After lunch we took off into the streets of London without the right coats, freezing wet, and by the time we entered the surf shop, completely bedraggled. There was a bench near the front door for visitors to leave their umbrellas. We dropped our coats because by this time they were soggy. I stamped my feet trying to get heat to them, trying to ignore that everyone was staring at me nervously. Then we fanned out through the store looking for coats.
I found a rack of wool sweaters, stylish and thick and rifled through the hangers when someone cleared her throat behind me and quietly asked, “Do you need help—I mean, are you okay?”

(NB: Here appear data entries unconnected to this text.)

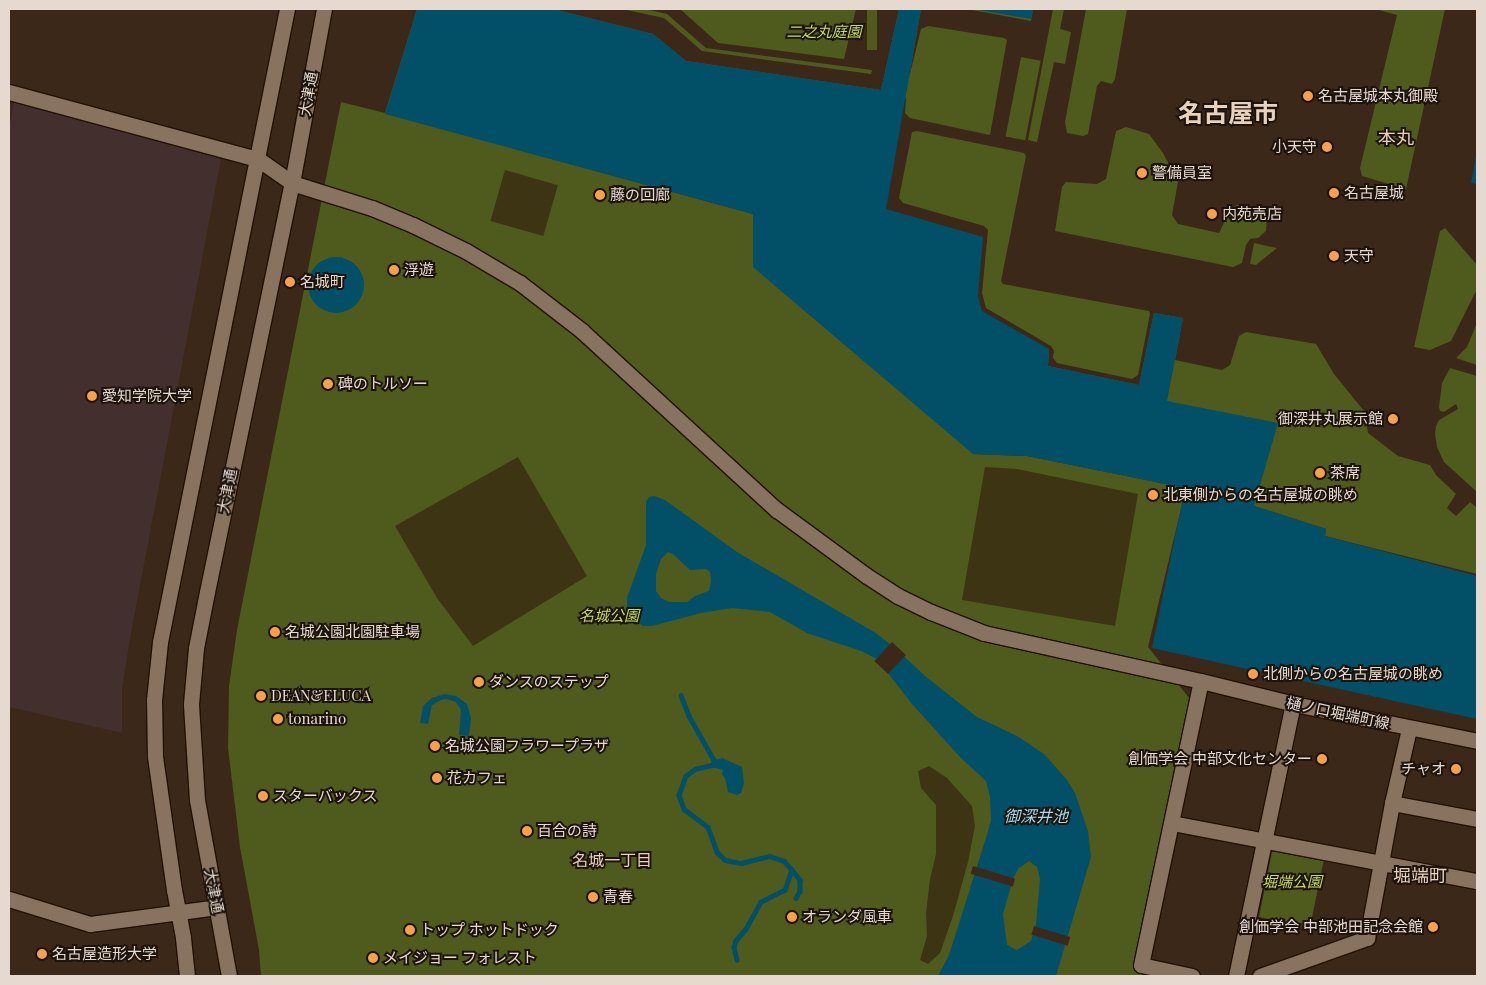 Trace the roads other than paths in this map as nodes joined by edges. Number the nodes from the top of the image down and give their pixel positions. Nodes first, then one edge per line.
1 (287, 9) edge
2 (324, 9) edge
3 (9, 92) edge
4 (258, 159) junction
5 (292, 183) junction
6 (1200, 681) junction
7 (1293, 704) junction
8 (1409, 729) junction
9 (1477, 741) edge
10 (1392, 803) junction
11 (1477, 819) edge
12 (1172, 823) junction
13 (1264, 842) junction
14 (1382, 864) junction
15 (1477, 882) edge
16 (9, 899) edge
17 (217, 907) junction
18 (178, 912) junction
19 (187, 976) edge
20 (228, 976) edge
21 (1192, 976) edge
22 (1236, 976) edge
23 (1260, 976) edge

1 - 4 street
2 - 5 street, 大津通
3 - 4 street
4 - 5 street, 樋ノ口堀端町線
4 - 18 street
5 - 6 street, 樋ノ口堀端町線
5 - 17 street, 大津通
6 - 7 street, 樋ノ口堀端町線
6 - 12 street
7 - 8 street, 樋ノ口堀端町線
7 - 13 street
8 - 9 street, 樋ノ口堀端町線
8 - 10 street
10 - 11 street
10 - 14 street
12 - 13 street
12 - 21 street
13 - 14 street
13 - 22 street
14 - 15 street
14 - 23 street
16 - 18 street
17 - 18 street
17 - 20 street, 大津通
18 - 19 street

Her peer was intense and made it clear she wasn’t asking if I needed help shopping. Here was another stranger, other side of the world, asking if I was okay.
No, not, but better, thank you.
“Yeah, I’m good,” I said. “This isn’t the guy who did this.” I thought about adding, “Not that it’s any business of yours,” but then again—wasn’t it kind of awesome that women were offering help, because if this was the guy, wouldn’t I need it?
But what I really needed right now was a sign that read:
This is Teddy.
He didn’t do this to my face.
Teddy was across the store smiling and holding up a coat. He gestured a question: thumb up, thumb down, or a shrug? I mimed that he should put it on. He did and it looked excellent, an indigo blue, he always looked good in blue. He rubbed the interior fleece lining on his cheek to show how soft it was. I thumbed up and his smiled widened and he headed to the counter.